EXERCISE DIRECTIONS: Find the string "each" in the material. Copy every line that has it.

EXTRACTED INFORMATION:
• • • • •

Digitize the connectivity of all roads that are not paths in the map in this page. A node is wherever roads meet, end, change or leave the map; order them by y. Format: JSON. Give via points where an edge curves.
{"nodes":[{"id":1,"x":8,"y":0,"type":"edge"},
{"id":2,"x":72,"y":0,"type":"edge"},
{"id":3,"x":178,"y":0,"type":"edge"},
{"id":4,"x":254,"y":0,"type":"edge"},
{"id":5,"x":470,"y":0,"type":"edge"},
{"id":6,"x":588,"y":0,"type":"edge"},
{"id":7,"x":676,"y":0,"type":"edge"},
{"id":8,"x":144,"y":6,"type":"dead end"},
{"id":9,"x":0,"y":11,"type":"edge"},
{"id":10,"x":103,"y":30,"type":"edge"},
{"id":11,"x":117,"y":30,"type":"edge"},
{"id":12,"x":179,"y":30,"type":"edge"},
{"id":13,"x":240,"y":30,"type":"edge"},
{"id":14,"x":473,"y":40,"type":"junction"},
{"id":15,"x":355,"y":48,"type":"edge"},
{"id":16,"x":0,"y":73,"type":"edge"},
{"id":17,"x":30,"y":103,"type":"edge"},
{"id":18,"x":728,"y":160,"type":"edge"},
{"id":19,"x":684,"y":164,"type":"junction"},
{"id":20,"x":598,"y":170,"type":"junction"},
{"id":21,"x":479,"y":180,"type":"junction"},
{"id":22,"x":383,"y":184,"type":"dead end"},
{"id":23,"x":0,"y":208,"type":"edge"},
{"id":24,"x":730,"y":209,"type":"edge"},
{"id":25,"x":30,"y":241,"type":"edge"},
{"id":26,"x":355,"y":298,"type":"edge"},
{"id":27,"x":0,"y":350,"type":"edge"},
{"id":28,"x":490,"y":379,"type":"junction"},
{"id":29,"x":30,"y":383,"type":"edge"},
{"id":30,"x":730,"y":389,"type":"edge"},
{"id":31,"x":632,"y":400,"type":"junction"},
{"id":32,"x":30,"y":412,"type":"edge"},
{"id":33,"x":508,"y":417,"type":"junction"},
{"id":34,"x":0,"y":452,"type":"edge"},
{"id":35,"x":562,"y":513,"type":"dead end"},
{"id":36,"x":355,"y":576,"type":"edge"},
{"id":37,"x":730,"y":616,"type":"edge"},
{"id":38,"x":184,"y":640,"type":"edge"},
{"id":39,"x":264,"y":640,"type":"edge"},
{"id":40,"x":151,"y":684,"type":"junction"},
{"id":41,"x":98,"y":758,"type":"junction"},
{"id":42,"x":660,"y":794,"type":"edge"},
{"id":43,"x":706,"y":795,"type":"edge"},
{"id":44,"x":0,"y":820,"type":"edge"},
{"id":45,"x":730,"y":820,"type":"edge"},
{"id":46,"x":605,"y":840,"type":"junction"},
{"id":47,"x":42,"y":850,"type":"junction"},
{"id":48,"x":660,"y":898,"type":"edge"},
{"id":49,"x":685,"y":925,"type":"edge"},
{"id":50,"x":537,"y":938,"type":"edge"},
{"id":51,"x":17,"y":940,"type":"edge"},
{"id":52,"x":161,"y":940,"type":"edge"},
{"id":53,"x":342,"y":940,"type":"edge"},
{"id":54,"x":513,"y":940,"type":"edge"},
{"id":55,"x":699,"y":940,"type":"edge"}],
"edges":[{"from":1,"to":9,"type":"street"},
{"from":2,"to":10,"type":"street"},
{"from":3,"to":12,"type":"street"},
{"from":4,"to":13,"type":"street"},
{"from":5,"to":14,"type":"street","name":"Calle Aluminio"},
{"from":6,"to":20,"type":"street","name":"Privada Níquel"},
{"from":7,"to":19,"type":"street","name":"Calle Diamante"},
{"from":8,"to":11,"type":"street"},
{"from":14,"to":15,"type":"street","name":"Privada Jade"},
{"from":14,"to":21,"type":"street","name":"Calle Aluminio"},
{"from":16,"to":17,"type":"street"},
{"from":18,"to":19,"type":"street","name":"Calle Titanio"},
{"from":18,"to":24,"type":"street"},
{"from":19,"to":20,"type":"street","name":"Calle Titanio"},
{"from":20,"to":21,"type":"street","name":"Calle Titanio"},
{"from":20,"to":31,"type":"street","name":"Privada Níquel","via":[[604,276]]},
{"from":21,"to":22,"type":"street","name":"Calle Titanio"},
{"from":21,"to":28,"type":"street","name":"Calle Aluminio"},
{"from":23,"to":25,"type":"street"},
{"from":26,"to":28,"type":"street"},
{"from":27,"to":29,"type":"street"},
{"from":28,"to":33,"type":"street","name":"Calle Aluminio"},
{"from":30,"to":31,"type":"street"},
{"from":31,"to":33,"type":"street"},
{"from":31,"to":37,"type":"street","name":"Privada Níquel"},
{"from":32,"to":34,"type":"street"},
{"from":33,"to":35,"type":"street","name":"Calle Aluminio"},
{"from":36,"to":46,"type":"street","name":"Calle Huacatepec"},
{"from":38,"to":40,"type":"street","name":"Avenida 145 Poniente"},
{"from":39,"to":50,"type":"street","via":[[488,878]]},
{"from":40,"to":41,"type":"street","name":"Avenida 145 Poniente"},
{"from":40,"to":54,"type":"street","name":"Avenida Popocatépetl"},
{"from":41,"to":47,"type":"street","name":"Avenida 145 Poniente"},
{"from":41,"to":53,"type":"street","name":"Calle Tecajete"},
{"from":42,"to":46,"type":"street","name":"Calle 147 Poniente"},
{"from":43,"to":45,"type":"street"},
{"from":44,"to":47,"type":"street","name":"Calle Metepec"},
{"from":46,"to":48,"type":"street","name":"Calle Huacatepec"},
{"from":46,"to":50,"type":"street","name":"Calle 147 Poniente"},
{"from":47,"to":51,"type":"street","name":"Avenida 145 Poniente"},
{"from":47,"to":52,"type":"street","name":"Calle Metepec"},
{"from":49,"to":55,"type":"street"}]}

• • • • •

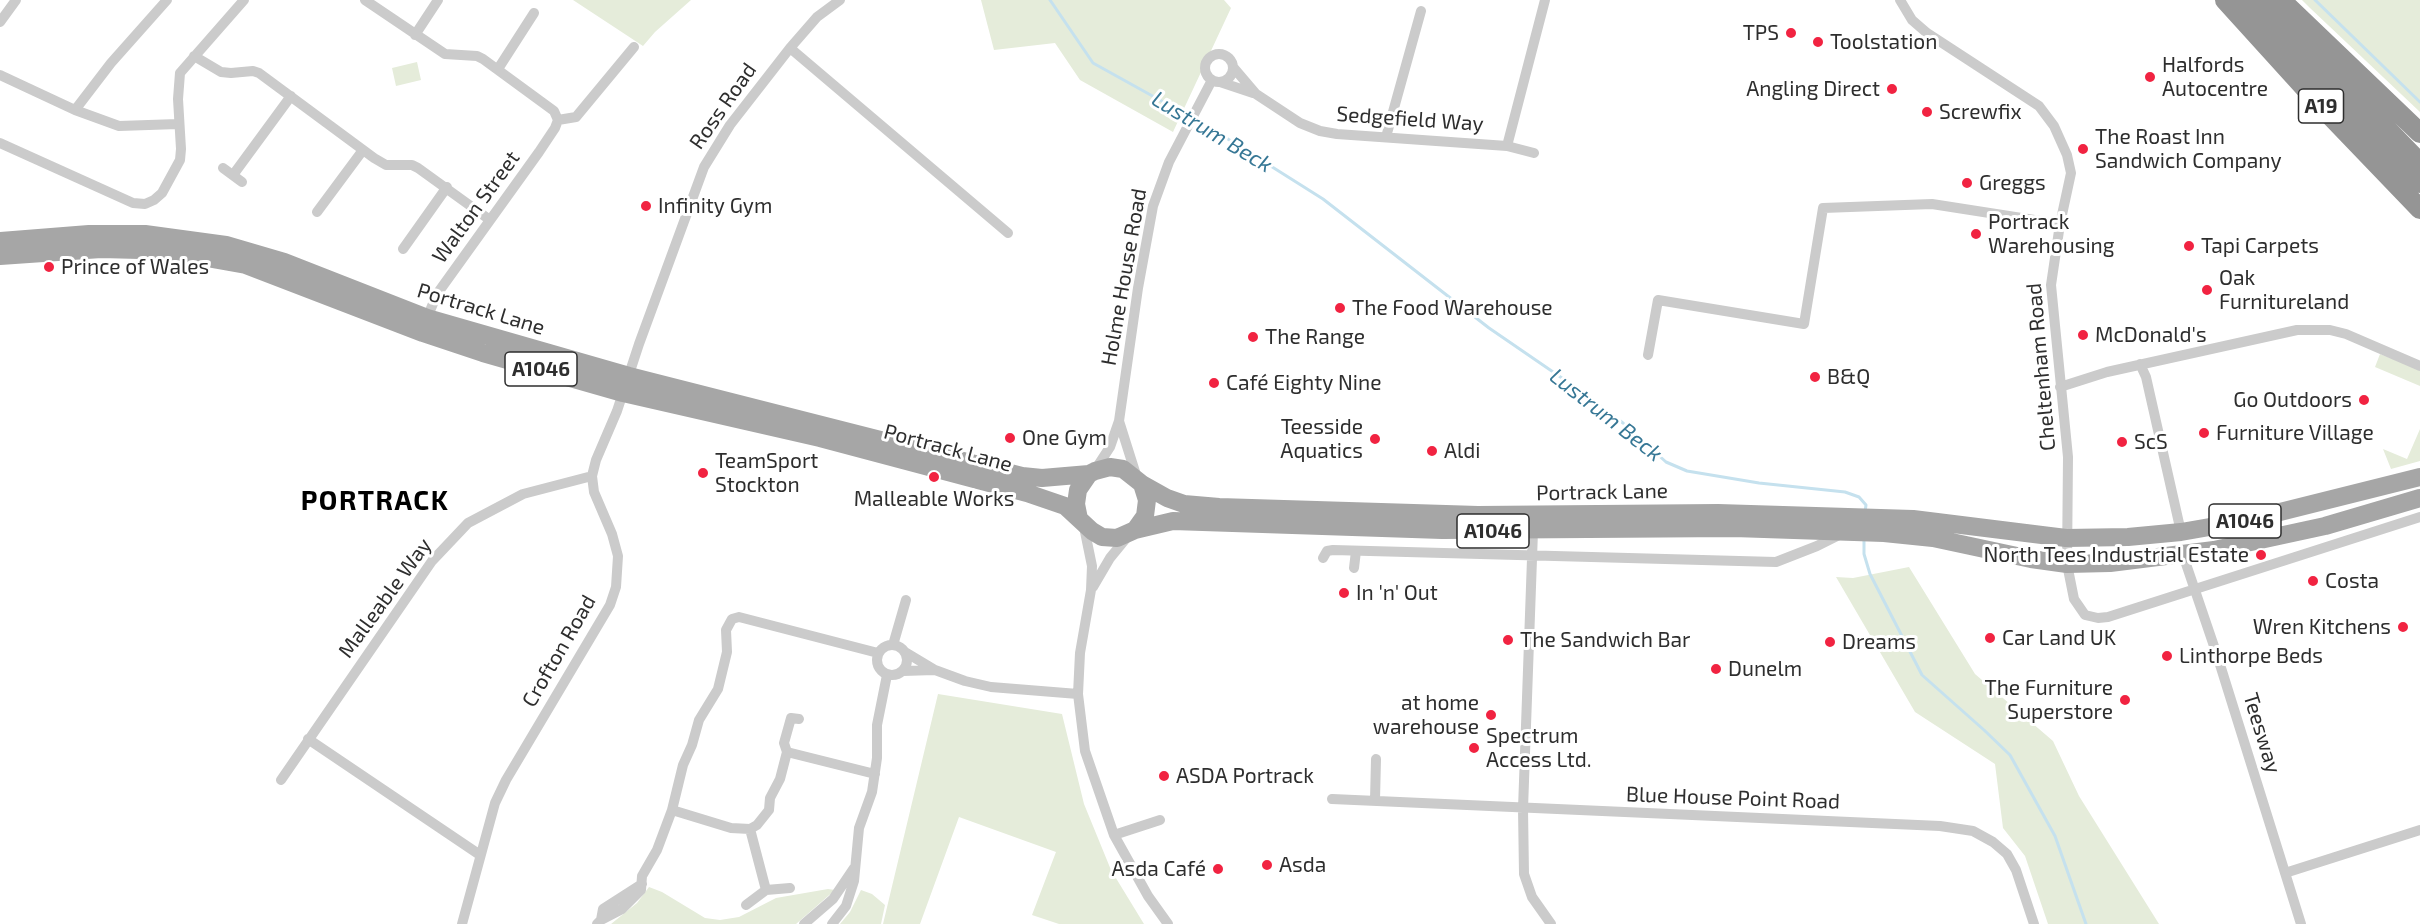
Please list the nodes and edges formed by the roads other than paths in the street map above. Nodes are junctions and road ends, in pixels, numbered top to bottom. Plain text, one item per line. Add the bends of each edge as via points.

• • • • •

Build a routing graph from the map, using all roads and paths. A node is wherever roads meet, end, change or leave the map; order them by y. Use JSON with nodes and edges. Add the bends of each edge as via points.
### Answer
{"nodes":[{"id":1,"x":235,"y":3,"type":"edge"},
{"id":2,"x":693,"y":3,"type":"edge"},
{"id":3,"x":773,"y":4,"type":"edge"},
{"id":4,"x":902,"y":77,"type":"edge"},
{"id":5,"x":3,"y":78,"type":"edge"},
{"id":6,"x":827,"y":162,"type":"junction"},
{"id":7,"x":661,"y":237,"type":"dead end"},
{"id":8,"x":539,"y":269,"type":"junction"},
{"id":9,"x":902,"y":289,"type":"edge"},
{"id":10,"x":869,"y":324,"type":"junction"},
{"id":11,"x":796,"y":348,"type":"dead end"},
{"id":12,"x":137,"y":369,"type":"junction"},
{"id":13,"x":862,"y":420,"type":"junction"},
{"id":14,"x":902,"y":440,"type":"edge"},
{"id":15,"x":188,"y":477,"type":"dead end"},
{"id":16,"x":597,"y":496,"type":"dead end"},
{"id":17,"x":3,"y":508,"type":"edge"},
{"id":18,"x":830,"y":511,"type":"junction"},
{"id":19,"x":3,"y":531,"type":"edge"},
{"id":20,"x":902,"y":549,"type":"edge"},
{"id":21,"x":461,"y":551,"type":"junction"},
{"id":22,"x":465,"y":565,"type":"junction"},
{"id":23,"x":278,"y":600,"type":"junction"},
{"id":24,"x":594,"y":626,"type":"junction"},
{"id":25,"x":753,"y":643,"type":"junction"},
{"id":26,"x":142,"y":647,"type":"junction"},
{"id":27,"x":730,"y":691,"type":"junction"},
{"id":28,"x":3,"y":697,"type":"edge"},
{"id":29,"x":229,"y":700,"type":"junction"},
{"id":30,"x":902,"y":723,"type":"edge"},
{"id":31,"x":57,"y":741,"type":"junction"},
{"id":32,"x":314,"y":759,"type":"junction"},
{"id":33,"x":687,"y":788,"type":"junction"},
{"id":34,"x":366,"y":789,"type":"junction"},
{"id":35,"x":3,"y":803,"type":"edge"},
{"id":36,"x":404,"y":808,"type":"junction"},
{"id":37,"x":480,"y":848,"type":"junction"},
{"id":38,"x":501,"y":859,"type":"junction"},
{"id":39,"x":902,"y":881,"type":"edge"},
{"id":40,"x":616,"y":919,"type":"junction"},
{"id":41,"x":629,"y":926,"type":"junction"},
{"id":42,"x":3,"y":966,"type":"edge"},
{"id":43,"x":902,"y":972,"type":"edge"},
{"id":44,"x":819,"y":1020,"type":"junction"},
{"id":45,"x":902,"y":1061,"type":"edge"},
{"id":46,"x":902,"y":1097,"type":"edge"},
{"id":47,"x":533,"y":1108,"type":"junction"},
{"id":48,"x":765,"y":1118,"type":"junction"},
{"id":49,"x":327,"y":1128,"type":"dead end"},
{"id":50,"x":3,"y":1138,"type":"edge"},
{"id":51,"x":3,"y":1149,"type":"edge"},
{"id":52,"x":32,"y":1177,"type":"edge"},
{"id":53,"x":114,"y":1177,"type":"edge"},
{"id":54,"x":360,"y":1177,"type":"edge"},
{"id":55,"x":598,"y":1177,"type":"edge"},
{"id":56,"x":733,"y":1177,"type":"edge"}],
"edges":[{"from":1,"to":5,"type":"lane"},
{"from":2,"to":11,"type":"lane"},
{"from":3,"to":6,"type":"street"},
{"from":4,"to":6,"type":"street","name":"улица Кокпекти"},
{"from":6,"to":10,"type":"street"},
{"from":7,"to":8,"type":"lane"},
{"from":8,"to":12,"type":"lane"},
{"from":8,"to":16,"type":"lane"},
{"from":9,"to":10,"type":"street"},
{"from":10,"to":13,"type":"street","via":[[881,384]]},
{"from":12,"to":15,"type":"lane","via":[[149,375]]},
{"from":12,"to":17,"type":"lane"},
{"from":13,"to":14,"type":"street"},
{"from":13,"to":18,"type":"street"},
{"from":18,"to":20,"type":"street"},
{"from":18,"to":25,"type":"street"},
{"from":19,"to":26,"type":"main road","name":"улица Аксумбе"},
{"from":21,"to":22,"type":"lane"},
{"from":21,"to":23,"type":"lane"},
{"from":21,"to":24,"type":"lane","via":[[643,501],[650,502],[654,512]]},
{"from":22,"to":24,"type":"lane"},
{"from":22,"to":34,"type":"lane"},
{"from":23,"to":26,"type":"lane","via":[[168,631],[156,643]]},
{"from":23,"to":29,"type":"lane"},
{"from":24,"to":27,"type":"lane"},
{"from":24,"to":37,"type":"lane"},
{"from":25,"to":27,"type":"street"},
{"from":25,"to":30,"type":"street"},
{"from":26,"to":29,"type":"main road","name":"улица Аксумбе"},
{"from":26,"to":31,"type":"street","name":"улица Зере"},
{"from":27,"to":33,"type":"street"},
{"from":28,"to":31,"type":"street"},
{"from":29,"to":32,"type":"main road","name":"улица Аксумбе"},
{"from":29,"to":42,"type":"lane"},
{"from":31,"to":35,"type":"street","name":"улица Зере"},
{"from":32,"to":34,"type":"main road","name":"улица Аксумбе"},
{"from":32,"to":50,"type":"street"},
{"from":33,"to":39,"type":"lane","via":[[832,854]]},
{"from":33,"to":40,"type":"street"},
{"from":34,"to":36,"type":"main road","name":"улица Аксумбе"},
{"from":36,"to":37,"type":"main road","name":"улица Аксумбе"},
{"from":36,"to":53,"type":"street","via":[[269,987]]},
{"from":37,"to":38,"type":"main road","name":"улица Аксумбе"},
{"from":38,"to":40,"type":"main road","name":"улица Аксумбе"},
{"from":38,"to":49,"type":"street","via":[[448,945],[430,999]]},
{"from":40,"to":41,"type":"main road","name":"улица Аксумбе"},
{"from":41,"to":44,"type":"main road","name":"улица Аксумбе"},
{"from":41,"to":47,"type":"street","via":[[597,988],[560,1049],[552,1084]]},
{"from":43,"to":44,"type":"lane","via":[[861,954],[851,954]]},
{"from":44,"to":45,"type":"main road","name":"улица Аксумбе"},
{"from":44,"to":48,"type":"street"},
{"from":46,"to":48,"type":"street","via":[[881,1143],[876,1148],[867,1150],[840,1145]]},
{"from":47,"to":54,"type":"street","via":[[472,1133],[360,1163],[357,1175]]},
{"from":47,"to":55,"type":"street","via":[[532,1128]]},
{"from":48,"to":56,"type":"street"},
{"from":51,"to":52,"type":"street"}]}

• • • • •

EXERCISE ANSWER:
Please list the nodes and edges formed by the roads other than paths in the street map above. Nodes are junctions and road ends, in pixels, numbered top to bottom. Plain text, one item per line. Add the bends of each edge as via points.
Build a routing graph from the map, using all roads and paths. A node is wherever roads meet, end, change or leave the map; order them by y. Use JSON with nodes and edges. Add the bends of each edge as via points.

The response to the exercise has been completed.